Study Design: Retrospective review of medical records.

Results: From 1994 to 2002, 37 patients with primary neoplasms originating in the palatal minor salivary glands were treated at a single institution. Patients ranged in age from the second to the seventh decades, with a female preponderance. Twenty-four percent of the lesions were benign. The most common malignant tumor encountered was low grade polymorphous adenocarcinoma, followed by mucoepidermoid carcinoma, and adenoid cystic carcinoma. The extent of surgical resection was dictated by tumor pathology and evidence of perineural spread, and defects were reconstructed with a variety of techniques. Postoperative complications included velopharyngeal insufficiency, flap fistulization or loss, and trismus. After 1 month to 8 years of follow-up, 1 patient has died with regional and systemic metastases.

Conclusions: Neoplasms of the minor salivary glands in the palate may be excised, with limits dictated by tumor histopathology and perineural invasion.
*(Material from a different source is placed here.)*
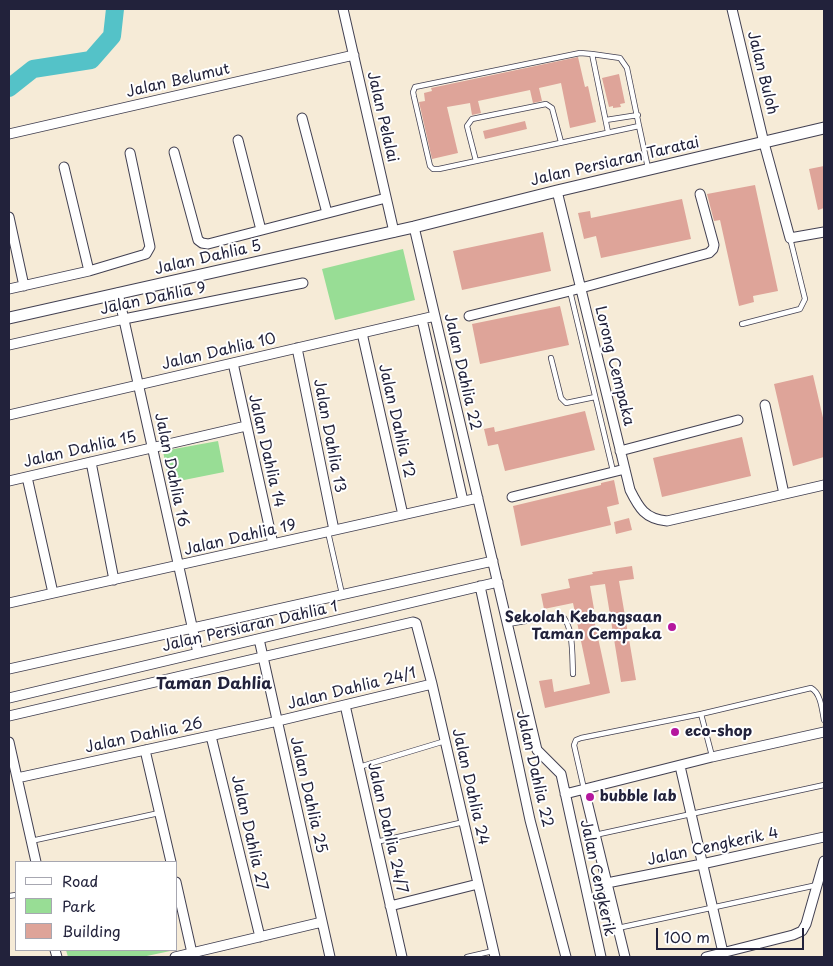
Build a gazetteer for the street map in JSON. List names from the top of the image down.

Improved functional results may be achieved by immediately reconstructing the defects with rotational flaps, reserving free flaps for more extensive defects of the maxilla and infratemporal fossa.
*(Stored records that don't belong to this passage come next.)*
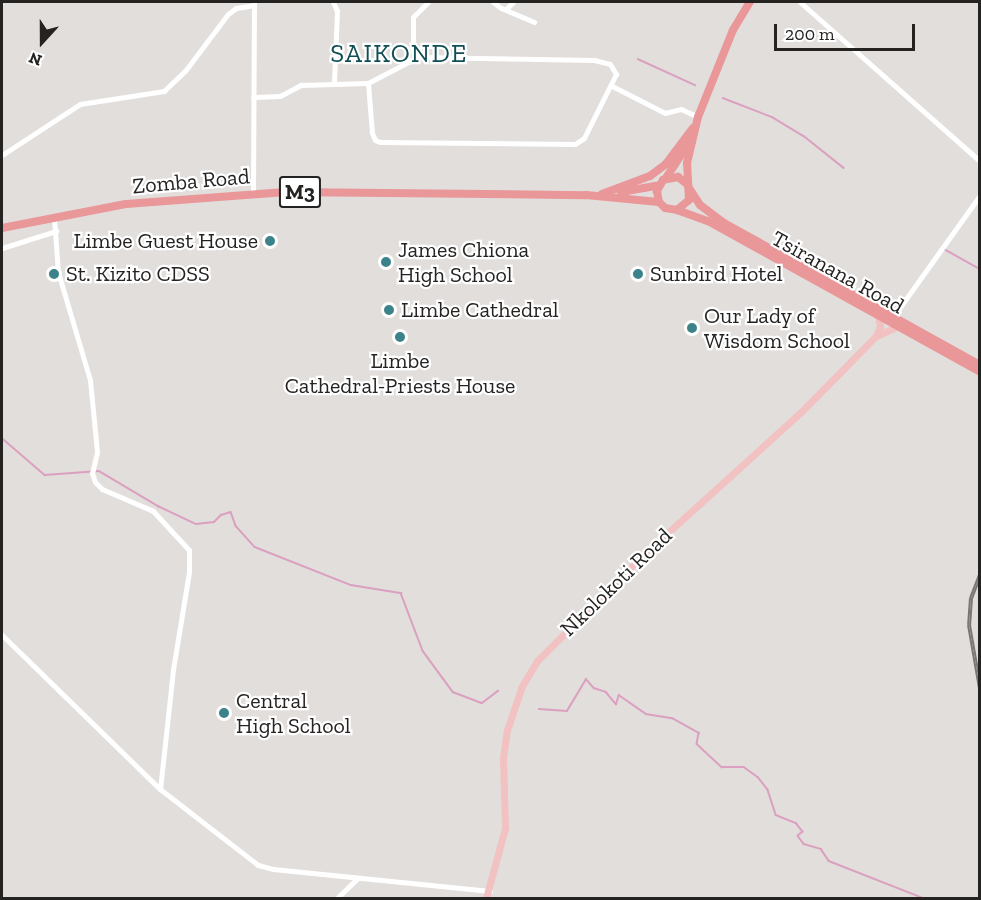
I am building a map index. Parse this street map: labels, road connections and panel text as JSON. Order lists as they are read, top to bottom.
{
  "streets": {
    "highway": ["Zomba Road", "M3", "Tsiranana Road"],
    "main road": ["Nkolokoti Road"]
  },
  "crossings": [
    ["Zomba Road", "M3"],
    ["Zomba Road", "Tsiranana Road"],
    ["M3", "Tsiranana Road"],
    ["Tsiranana Road", "Nkolokoti Road"]
  ],
  "districts": ["SAIKONDE"],
  "places": [
    "Limbe Guest House",
    "James Chiona High School",
    "St. Kizito CDSS",
    "Sunbird Hotel",
    "Limbe Cathedral",
    "Our Lady of Wisdom School",
    "Limbe Cathedral-Priests House",
    "Central High School"
  ],
  "scale_bar": "200 m",
  "north": "bottom"
}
Keywords: Palate, salivary gland neoplasms

Introduction

Although 450 to 750 minor salivary glands are present in the head and neck, minor salivary gland tumors remain relatively uncommon neoplasms.1 Because the highest concentration of these glands has been described as on the palate, particularly the junction of the hard and soft palates, it is not surprising that most minor salivary gland tumors occur at this site.2,3 In all, 8% to 15% of salivary gland tumors arise in the palate, and these tumors are malignant in 40% to 82% of cases.1,3–5 The incidence of malignancy in minor salivary gland tumors appears to follow the general principle that tumors in smaller salivary glands are more likely to be malignant than their counterparts in the major or paired glands.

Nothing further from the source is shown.